This year's first-round playoff departure wasn't entirely unexpected; only once in their franchise history have the Minnesota Wild advanced beyond the first round of the NHL playoffs.
Off-Season Game Plan takes a look at a team facing the potential of massive overhaul this summer, due to a long list of free agents.
Though the Wild finished first in the Northwest Divison in 2007-2008, there is a sense that the team is in a precarious position if the right moves aren't made this summer.
Not only do the Wild have to deal with a lot of potential free agent departures (a couple -- Chris Simon and Branko Radivojevic -- have already signed in Russia), but quite possibly the foremost job of the summer will be to get the team's marquee player, Marian Gaborik, signed to a contract extension.
While Gaborik is coming off a career season, his playoff was a letdown and it could be tough to get him to agree to a long-term deal under the stifling style that comes with Jacques Lemaire.
Now, perhaps Lemaire will consider embracing a more attacking style and the Wild as we know them will be a thing of the past and he may have even hinted at some re-evaluation.
"I'm trying to correct. I'm trying to get parts better than it was," Lemaire said following the playoff loss. "How are we going to get that better? How can we play better in the playoffs? How can we score more goals in the playoffs?"
If the objective is to score more goals in the playoffs, then there probably needs to be a focus on scoring more goals throughout the season. The Wild had only two players score more than 16 goals (one of whom, Brian Rolston, is an unrestricted free agent) and tied for 17th in the league with 2.68 goals per game.
So, will the Wild open a new chapter in 2008-2009, a free-wheeling, dynamic offensive team? That's just too hard to imagine.
Doug Risebrough/Jacques Lemaire
Top Prospects: Colton Gillies, Julien Sprunger, Ryan Jones
Sniper Marian Gaborik was the healthiest he'd been since 2002-2003 and he notched a career-high 42 goals and 83 points. The 26-year-old Slovak may have the best wheels in the game and he's an impact scorer on the first line; at least he was until the playoffs when he was held off the scoresheet by Colorado.

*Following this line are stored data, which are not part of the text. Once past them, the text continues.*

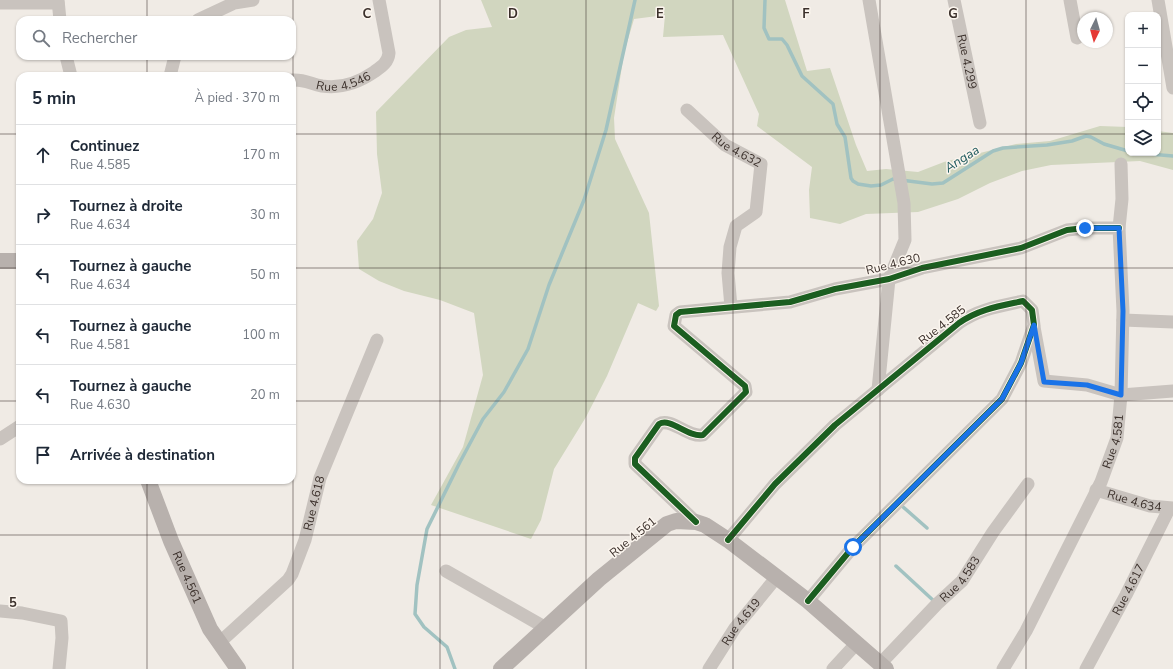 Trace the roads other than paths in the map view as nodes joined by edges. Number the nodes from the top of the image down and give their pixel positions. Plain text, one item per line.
1 (253, 0) edge
2 (379, 0) edge
3 (869, 0) edge
4 (954, 0) edge
5 (1070, 0) edge
6 (1158, 0) edge
7 (58, 1) edge
8 (0, 3) edge
9 (60, 16) edge
10 (206, 16) edge
11 (1077, 38) dead end
12 (67, 60) edge
13 (174, 60) edge
14 (70, 72) edge
15 (171, 72) edge
16 (296, 80) edge
17 (1173, 88) edge
18 (687, 110) dead end
19 (980, 123) dead end
20 (1121, 164) dead end
21 (1119, 228) junction
22 (0, 261) edge
23 (16, 261) edge
24 (888, 279) junction
25 (732, 307) junction
26 (1123, 320) junction
27 (1173, 322) edge
28 (1034, 325) junction
29 (377, 340) dead end
30 (878, 390) junction
31 (1173, 391) edge
32 (1121, 395) junction
33 (16, 428) edge
34 (0, 438) edge
35 (150, 484) edge
36 (1028, 484) dead end
37 (1096, 490) junction
38 (1171, 509) edge
39 (696, 522) junction
40 (728, 540) junction
41 (446, 571) dead end
42 (776, 578) junction
43 (808, 601) junction
44 (0, 611) edge
45 (546, 628) junction
46 (219, 643) junction
47 (856, 644) junction
48 (883, 667) edge
49 (59, 669) edge
50 (238, 669) edge
51 (502, 669) edge
52 (709, 669) edge
53 (833, 669) edge
54 (1003, 669) edge
55 (1086, 669) edge

1 - 10 street
2 - 16 street, Rue 4.546
3 - 24 street
4 - 19 street, Rue 4.299
5 - 11 street
6 - 17 street
7 - 8 street
7 - 9 street
12 - 14 street
13 - 15 street
18 - 25 street, Rue 4.632
20 - 21 street, Rue 4.581
21 - 24 street, Rue 4.630
21 - 26 street, Rue 4.581
22 - 23 main road
24 - 25 street, Rue 4.630
24 - 30 street
25 - 39 street, Rue 4.630
26 - 27 street
26 - 32 street, Rue 4.581
28 - 30 street, Rue 4.585
28 - 32 street
28 - 43 street
29 - 46 street, Rue 4.618
30 - 40 street, Rue 4.585
31 - 32 street
32 - 37 street, Rue 4.581
33 - 34 street
35 - 46 main road, Rue 4.561
36 - 48 street, Rue 4.583
37 - 38 street, Rue 4.634
37 - 54 street, Rue 4.581
38 - 55 street, Rue 4.617
39 - 40 main road, Rue 4.561
39 - 45 main road, Rue 4.561
40 - 42 main road, Rue 4.561
41 - 45 street
42 - 43 main road, Rue 4.561
42 - 52 street, Rue 4.619
43 - 47 main road, Rue 4.561
44 - 49 street
45 - 51 main road, Rue 4.561
46 - 50 main road, Rue 4.561
47 - 48 main road, Rue 4.561
47 - 53 street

Mikko Koivu has made steady progress in three NHL seasons, though his overall productivity was hampered by a fractured leg. He's a big strong pivot who could be ready for a breakout offensive season.
Veteran scorer Mark Parrish tied a career-low with 30 points, but he topped 20 goals six times in seven seasons before failing to hit that mark in either of his seasons with the Wild. It's worth giving him a chance to do it but, like several others on the Wild, his production isn't matching the salary he receives.
Checking centre Eric Belanger started the season with some offensive flair, prompting high praise from head coach Jacques Lemaire, but he finished with 37 points -- the fifth straight season in which he's finished with 33 to 37 points.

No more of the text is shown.